Week 4- Artist Conversation- Samuel Jernigan

Artist: Samuel Jernigan

Exhibition: Weight of Whimsy and Ideals

Media: Ceramic, wood, steel, paint, installation

Gallery: CSULB School of Art, Gatov Gallery West

Website: http://cargocollective.com/samueljernigan

Instagram: samueljenri


About the Artist: Samuel Jernigan was raised in agricultural central California, near Fresno, then relocated to the Bay Area as a teen. He is currently studying ceramics, and enjoys reading in his spare time.

Formal Analysis: Jernigan’s exhibition Weight of Whimsy and Ideals uses large ceramic and wood sculptures in the shapes of children’s toys and cartoon characters. Taking about four months of work, the installations vary in size and content, and were inspired by toys that Jernigan found at a local swap meet. In the front of the exhibition was a large bust of a woman’s head, stylized in a cartoon manner, and without eyes. Like many of the sculptures, it was a colorless beige, and it made the piece feel unfinished and in the middle of a process. Two smaller sculptures resembled fish from the works of Dr. Seuss and were painted a soft orange and blue. In the middle of the room was a table reminiscent of a toy maker’s workbench; on the table were various ceramic figures and body parts also partly constructed and unfinished, and underneath were cartoon shoes and feet. A tall cartoon character holding a cookie stood in one corner. All of the installments were either very lightly painted or not painted at all, making the room give off a natural feeling, and the sculptures themselves were very lively and energetic.

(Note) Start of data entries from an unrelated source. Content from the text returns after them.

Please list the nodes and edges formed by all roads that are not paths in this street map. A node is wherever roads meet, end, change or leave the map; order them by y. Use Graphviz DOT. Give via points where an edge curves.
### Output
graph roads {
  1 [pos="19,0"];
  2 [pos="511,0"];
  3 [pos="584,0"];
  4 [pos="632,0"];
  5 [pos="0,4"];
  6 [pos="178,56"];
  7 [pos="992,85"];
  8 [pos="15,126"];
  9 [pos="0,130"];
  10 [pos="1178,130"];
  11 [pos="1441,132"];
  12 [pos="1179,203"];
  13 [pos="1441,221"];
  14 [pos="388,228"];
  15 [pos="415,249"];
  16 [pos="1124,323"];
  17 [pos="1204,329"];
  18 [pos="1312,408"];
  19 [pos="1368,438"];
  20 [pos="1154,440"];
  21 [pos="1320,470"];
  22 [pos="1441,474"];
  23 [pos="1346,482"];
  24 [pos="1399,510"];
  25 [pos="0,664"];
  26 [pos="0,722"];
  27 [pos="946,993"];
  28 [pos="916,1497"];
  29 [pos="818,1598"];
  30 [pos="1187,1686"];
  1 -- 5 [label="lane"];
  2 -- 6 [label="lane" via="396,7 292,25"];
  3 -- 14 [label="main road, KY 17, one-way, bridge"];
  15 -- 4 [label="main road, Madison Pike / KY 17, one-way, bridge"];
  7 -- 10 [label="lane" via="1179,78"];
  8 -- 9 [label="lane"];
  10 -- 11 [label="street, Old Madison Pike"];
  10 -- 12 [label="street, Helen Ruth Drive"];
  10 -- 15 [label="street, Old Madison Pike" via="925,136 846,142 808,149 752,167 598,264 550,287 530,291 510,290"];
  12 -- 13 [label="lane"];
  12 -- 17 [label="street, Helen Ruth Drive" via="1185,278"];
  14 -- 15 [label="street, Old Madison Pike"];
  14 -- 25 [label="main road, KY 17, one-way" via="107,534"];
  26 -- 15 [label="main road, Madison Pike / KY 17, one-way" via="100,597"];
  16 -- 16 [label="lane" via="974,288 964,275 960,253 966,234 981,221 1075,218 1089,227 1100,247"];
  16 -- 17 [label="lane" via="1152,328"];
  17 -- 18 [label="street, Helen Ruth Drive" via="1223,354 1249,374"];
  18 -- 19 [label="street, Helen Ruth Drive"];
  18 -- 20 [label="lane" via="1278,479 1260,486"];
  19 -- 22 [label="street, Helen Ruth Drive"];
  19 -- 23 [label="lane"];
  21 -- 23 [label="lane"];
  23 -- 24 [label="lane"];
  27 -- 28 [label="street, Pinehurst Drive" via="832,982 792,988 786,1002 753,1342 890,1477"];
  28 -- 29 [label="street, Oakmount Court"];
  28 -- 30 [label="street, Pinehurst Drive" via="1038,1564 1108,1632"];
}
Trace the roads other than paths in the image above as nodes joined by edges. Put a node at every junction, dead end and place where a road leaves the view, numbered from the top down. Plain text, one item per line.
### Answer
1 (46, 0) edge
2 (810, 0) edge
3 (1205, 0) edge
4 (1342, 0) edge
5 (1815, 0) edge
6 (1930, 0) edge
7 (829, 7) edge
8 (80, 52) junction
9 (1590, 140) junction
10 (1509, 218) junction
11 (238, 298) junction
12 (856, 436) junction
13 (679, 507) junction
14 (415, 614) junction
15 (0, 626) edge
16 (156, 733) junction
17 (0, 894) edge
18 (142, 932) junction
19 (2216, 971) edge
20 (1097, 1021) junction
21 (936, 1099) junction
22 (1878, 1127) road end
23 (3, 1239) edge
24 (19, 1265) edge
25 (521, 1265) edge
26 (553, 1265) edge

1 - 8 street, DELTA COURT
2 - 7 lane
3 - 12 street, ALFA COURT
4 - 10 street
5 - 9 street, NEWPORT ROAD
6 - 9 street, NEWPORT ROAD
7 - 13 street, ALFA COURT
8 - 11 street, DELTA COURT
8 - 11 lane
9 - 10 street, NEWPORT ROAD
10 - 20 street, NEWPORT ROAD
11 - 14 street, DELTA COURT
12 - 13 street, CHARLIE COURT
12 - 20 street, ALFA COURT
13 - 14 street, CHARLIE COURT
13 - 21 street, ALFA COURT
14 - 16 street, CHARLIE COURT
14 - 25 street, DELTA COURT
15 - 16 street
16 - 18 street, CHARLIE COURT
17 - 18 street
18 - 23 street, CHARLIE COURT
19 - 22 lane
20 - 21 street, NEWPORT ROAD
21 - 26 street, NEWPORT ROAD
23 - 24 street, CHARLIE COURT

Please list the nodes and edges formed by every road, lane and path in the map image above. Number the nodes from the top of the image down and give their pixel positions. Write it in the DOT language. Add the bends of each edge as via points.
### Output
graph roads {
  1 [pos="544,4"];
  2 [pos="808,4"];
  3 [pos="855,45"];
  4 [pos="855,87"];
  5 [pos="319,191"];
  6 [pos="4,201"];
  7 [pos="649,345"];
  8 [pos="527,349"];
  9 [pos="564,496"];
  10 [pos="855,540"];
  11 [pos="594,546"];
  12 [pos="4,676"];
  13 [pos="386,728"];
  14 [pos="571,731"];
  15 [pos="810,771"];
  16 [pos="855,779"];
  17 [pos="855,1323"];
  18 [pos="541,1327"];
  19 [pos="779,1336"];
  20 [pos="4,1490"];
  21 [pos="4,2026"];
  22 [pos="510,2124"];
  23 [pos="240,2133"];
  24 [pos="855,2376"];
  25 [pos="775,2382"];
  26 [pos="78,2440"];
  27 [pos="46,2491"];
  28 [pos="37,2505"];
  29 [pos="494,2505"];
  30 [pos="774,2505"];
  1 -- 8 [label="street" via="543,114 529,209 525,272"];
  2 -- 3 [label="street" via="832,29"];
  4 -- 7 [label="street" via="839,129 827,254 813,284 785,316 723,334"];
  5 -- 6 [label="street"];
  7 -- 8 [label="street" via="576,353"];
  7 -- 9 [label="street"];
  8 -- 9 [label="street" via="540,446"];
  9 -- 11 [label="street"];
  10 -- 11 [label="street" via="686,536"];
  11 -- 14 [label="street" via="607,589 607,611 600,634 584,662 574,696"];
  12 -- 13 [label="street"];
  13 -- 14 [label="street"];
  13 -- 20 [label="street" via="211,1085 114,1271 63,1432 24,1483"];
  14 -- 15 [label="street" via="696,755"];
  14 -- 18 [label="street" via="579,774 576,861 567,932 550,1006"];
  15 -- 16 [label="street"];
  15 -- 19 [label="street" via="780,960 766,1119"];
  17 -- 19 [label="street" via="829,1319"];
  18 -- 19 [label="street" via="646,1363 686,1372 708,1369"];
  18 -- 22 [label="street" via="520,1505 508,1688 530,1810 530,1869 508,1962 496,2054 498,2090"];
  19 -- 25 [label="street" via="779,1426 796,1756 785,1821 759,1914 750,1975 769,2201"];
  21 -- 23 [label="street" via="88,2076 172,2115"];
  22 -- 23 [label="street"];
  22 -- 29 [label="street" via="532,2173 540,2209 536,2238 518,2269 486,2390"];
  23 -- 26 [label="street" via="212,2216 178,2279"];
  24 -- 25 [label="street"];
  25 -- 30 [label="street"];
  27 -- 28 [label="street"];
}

Content Analysis: Weight of Whimsy and Ideals explores the themes of mortality and material objects. Although inanimate objects like toys are not alive, does that mean that they are also finite? Jernigan addresses the nature of nostalgia and mortality by presenting larger versions of toys that appear worn and aged, suggesting that they too will find an end as we do. The sculptures remind us of childhood innocence, a time when we did not think about the big picture of life and our role in it. The “toys” look lonely, like they have not been played with for many years, left alone to die. This clash between bittersweet nostalgia and the mysterious nature of death resonates throughout the exhibit.

My Experience: I found Jernigan’s Weight of Whimsy and Ideals to be powerful and sentimental. The toys, in their blown up size, still appear the same as they did when they were small. It made me feel like I was shrunken down to their proportion, and it made it easier to see the weathering on the surface. Seeing the Dr. Seuss fish made me feel wistful, bringing me back to the moments where I would read his books and look at his pictures. Although the sculptures appeared childlike, their separation and isolation from one another brought about a cold atmosphere. The figures stood around the gallery like lonely spirits as people weaved their way through and around them. The detail and care put into the exhibit is very apparent, and I walked away from it with a sense of nostalgia and contemplation.